_Exercise requirements_
After counting the lines below that contain "scale", reply with that number alone.

====== Listed records

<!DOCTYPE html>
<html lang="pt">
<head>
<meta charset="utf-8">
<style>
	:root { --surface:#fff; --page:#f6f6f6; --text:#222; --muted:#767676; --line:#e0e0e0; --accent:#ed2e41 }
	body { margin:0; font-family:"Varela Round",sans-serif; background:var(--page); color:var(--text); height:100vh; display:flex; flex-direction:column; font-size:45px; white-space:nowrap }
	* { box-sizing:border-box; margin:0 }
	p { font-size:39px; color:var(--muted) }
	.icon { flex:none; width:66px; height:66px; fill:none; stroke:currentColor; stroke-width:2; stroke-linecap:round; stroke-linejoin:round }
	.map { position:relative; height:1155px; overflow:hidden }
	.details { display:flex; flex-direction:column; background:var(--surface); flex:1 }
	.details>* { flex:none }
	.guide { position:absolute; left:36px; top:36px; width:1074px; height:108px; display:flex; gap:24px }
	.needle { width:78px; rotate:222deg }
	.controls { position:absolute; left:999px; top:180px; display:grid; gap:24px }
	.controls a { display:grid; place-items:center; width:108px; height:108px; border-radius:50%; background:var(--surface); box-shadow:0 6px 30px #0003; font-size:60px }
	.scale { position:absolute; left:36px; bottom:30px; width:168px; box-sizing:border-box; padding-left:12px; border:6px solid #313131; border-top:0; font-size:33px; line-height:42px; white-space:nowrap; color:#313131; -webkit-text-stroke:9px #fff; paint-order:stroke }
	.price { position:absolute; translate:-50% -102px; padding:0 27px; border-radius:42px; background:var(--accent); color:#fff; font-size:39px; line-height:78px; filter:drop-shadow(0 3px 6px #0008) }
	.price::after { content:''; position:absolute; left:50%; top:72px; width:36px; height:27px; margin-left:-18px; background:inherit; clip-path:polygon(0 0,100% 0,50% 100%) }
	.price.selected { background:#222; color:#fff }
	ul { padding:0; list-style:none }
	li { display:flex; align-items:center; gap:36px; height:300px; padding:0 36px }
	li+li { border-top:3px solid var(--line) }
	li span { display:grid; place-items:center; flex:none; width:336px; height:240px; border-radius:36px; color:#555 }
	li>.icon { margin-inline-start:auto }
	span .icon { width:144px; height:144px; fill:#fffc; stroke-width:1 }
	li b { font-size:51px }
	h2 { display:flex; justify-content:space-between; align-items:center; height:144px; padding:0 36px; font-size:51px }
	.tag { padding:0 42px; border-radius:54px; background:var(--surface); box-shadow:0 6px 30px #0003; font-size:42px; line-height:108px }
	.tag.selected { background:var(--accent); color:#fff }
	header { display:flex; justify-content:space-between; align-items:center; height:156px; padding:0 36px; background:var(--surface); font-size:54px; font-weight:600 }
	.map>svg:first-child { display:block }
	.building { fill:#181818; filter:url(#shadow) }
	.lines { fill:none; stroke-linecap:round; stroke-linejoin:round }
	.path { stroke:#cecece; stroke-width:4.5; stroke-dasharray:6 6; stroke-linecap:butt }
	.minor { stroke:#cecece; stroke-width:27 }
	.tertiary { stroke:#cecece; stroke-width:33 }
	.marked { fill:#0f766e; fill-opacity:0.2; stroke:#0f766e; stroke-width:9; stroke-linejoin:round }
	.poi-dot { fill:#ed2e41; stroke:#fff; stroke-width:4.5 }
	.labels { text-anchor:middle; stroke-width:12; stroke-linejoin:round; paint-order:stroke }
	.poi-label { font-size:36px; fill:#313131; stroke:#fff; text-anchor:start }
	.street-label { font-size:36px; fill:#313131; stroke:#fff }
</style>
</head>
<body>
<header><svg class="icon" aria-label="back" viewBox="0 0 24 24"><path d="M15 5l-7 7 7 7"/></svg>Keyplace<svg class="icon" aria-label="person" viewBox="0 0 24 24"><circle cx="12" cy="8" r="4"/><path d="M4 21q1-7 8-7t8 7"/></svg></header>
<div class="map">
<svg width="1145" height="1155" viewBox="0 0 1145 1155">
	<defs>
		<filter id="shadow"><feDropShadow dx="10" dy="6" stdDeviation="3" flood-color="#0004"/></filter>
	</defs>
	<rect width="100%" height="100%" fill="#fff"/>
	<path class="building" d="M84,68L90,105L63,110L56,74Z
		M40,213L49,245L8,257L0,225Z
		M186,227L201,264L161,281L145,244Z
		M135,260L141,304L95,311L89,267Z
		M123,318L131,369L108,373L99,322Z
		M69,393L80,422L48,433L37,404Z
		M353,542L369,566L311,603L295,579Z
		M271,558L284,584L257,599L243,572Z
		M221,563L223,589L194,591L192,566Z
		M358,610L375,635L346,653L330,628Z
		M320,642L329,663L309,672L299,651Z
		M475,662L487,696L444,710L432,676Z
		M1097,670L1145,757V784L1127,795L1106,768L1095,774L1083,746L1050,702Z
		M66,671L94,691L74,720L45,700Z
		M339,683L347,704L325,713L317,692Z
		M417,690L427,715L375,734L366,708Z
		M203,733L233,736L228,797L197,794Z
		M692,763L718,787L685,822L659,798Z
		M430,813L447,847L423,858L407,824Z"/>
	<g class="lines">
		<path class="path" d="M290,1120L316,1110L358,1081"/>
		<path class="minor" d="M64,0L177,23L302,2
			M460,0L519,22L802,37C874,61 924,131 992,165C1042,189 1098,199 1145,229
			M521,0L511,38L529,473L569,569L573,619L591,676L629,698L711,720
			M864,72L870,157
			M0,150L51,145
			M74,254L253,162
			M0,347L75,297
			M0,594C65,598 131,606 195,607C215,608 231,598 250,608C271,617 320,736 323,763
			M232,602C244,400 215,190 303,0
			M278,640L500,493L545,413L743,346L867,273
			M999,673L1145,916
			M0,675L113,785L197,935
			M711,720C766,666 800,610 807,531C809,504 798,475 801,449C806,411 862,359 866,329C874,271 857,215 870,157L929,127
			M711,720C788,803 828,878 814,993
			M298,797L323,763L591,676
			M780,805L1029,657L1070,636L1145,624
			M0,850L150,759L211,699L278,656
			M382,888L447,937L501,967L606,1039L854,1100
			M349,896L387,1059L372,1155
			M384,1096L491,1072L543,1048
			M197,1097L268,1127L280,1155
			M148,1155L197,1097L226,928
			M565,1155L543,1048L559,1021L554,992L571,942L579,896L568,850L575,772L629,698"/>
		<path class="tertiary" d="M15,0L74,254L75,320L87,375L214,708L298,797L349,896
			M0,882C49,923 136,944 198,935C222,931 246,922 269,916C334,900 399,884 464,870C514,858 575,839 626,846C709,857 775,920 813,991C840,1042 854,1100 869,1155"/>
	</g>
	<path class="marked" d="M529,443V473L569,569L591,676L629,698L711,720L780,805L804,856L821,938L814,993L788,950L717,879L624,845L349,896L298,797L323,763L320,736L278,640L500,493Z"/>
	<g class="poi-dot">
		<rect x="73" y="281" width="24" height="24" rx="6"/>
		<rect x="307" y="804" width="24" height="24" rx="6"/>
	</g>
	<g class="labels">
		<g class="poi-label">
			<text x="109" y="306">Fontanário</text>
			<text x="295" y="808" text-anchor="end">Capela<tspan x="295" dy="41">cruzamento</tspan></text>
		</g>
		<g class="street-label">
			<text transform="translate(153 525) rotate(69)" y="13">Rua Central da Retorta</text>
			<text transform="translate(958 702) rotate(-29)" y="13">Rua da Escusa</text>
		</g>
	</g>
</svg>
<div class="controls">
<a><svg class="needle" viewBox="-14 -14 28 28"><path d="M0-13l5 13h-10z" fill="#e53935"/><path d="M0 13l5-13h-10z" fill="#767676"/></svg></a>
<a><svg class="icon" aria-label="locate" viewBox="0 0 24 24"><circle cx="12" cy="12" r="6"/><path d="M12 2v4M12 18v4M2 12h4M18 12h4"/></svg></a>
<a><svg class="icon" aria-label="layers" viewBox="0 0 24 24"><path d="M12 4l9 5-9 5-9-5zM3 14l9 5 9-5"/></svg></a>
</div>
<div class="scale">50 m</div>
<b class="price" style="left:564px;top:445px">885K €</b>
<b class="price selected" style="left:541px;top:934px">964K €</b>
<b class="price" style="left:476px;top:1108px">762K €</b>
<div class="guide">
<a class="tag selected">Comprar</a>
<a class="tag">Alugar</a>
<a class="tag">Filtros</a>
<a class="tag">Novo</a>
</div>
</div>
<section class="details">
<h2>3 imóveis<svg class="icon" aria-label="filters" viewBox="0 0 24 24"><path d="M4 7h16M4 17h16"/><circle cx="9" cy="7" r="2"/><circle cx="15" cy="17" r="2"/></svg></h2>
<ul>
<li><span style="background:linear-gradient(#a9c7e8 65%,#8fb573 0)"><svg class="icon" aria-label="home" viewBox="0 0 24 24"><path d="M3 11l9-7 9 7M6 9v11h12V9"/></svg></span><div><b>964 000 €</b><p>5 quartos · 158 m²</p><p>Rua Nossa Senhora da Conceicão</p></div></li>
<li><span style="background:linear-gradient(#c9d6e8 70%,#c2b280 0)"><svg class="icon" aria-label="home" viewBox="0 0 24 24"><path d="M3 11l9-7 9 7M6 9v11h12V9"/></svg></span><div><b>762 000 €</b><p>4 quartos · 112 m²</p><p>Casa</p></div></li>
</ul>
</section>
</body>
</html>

============

_Reply to the task_
2